Eisenbahn- und Verkehrsgewerkschaft
- Founded: 30 November 2010
- Headquarters: Frankfurt am Main, Berlin
- Location: Germany;
- Members: 185,000 (2025)
- Publication: Gewerkschaft
- Website: https://www.evg-online.org/

= Eisenbahn- und Verkehrsgewerkschaft =

German trade union

The Eisenbahn- und Verkehrsgewerkschaft EVG ("railway and transport union") is a German trade union with approximately 204,000 members, which represents most railway-related workers and professionals.

==History==
EVG was founded on November 30, 2010 in Fulda as an unification of the existing unions Transnet (210,000 members) and GDBA (30,000 members), which had collaborated since 2005.

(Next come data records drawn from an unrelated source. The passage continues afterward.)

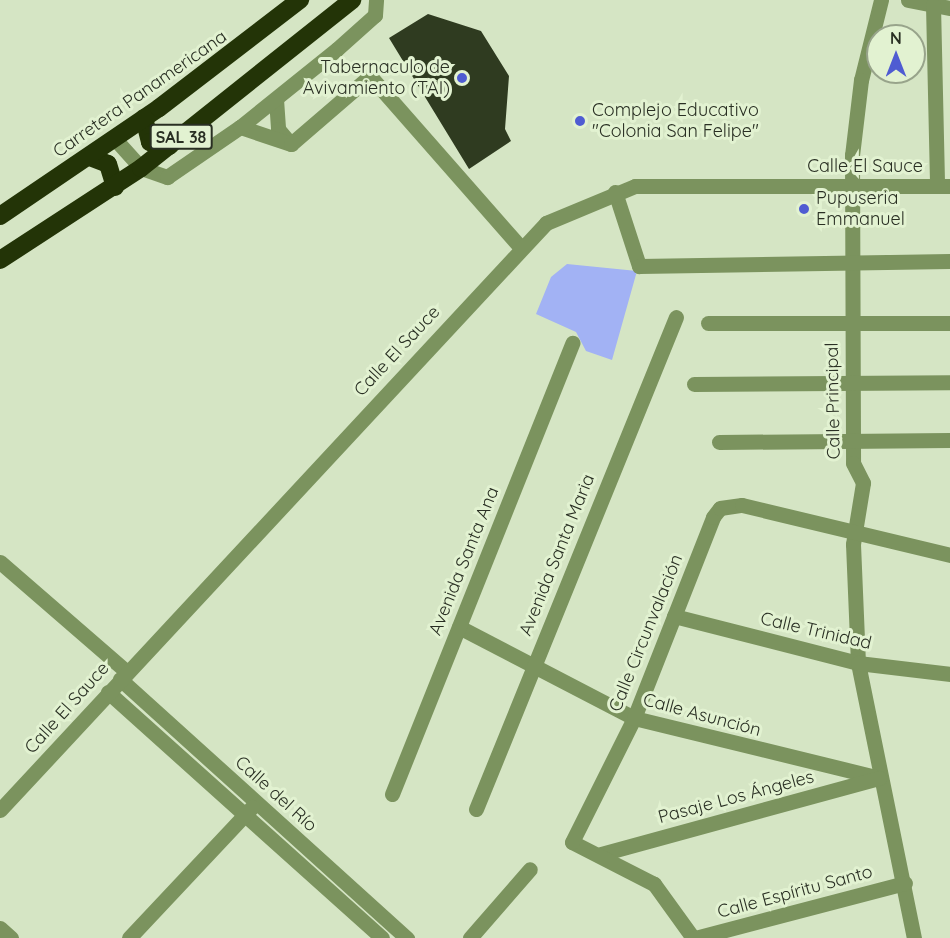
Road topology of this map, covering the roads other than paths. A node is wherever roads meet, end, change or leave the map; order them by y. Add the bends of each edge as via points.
1 (300, 0) edge
2 (352, 0) edge
3 (376, 0) edge
4 (881, 0) edge
5 (908, 0) edge
6 (933, 5) junction
7 (950, 8) edge
8 (276, 99) junction
9 (144, 118) junction
10 (240, 127) junction
11 (115, 140) junction
12 (291, 144) junction
13 (170, 147) junction
14 (90, 157) junction
15 (141, 168) junction
16 (852, 186) junction
17 (943, 186) edge
18 (115, 187) junction
19 (615, 192) junction
20 (0, 216) edge
21 (520, 246) junction
22 (0, 260) edge
23 (852, 261) junction
24 (950, 261) edge
25 (676, 317) dead end
26 (708, 323) dead end
27 (851, 323) junction
28 (950, 323) edge
29 (572, 344) dead end
30 (852, 382) junction
31 (950, 382) edge
32 (694, 384) dead end
33 (950, 440) edge
34 (853, 441) junction
35 (719, 442) dead end
36 (855, 531) junction
37 (950, 555) edge
38 (0, 562) edge
39 (674, 616) junction
40 (459, 627) junction
41 (858, 663) junction
42 (534, 666) junction
43 (950, 674) edge
44 (123, 675) junction
45 (108, 692) junction
46 (634, 718) junction
47 (880, 778) junction
48 (392, 794) dead end
49 (256, 802) junction
50 (476, 809) dead end
51 (0, 810) edge
52 (245, 814) junction
53 (601, 854) junction
54 (530, 869) dead end
55 (905, 883) junction
56 (0, 928) edge
57 (11, 938) edge
58 (129, 938) edge
59 (382, 938) edge
60 (407, 938) edge
61 (470, 938) edge
62 (694, 938) edge
63 (914, 938) edge

1 - 9 highway, Carretera Panamericana / SAL 38
2 - 13 highway, SAL 38
3 - 8 street via 375,15
4 - 16 street, Calle Principal via 861,80
5 - 6 street
6 - 7 street
6 - 17 street
8 - 10 street
8 - 12 street via 278,129
9 - 11 highway, Carretera Panamericana / SAL 38
9 - 13 highway via 150,142
10 - 12 street
10 - 15 street via 167,177
11 - 14 highway, Carretera Panamericana / SAL 38
11 - 15 street
12 - 21 street via 370,76
13 - 15 highway, SAL 38
14 - 18 highway via 108,164
14 - 20 highway, Carretera Panamericana / SAL 38
15 - 18 highway, SAL 38
16 - 17 street, Calle El Sauce
16 - 19 street, Calle El Sauce via 645,186
16 - 23 street, Calle Principal
18 - 22 highway, SAL 38
19 - 21 street, Calle El Sauce via 546,224
19 - 23 street via 639,266
21 - 44 street, Calle El Sauce
23 - 24 street
23 - 27 street, Calle Principal
25 - 42 street, Avenida Santa Maria
26 - 27 street
27 - 28 street
27 - 30 street, Calle Principal
29 - 40 street, Avenida Santa Ana
30 - 31 street
30 - 32 street
30 - 34 street, Calle Principal
33 - 34 street
34 - 35 street
34 - 36 street, Calle Principal via 853,467 863,483
36 - 37 street, Calle Circunvalación
36 - 39 street, Calle Circunvalación via 742,505 720,508
36 - 41 street, Calle Principal
38 - 44 street, Calle del Río
39 - 41 street, Calle Trinidad
39 - 46 street, Calle Circunvalación
40 - 42 street, Calle Asunción
40 - 48 street, Avenida Santa Ana
41 - 43 street, Calle Trinidad
41 - 47 street, Calle Principal
42 - 46 street, Calle Asunción
42 - 50 street, Avenida Santa Maria
44 - 45 street, Calle El Sauce
44 - 49 street, Calle del Río
45 - 51 street, Calle El Sauce
45 - 52 street, Calle del Río
46 - 47 street, Calle Asunción
46 - 53 street, Calle Circunvalación via 572,842
47 - 53 street, Pasaje Los Ángeles
47 - 55 street, Calle Principal
49 - 52 street
49 - 60 street, Calle del Río
52 - 58 street
52 - 59 street, Calle del Río
53 - 62 street, Calle Circunvalación via 654,884
54 - 61 street
55 - 62 street, Calle Espíritu Santo
55 - 63 street, Calle Principal
56 - 57 street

After a year-long dispute, EVG and German rail operator Deutsche Bahn agreed in 2015 to a wage hike for all 160,000 employees of 3.5 percent, or at least 80 euros more per month; the union had originally called for a wage hike of 6 percent for its workers. In late 2018, EVG again staged a four-hour stoppage that brought long-distance rail traffic to a standstill and disrupted commuter and freight trains; as a result, Deutsche Bahn agreed to a 29-month wage deal, including another 3.5 percent raise. In March 2023, EVG and the United Services Trade Union (ver.di) called 24-hour "warning" strikes, one of the largest walkouts in decades in Germany.

The EVG is a member of the Confederation of German Trade Unions (DGB). Like both Transnet and GDBA, EVG is affiliated with the European Transport Workers' Federation and the International Transport Workers' Federation.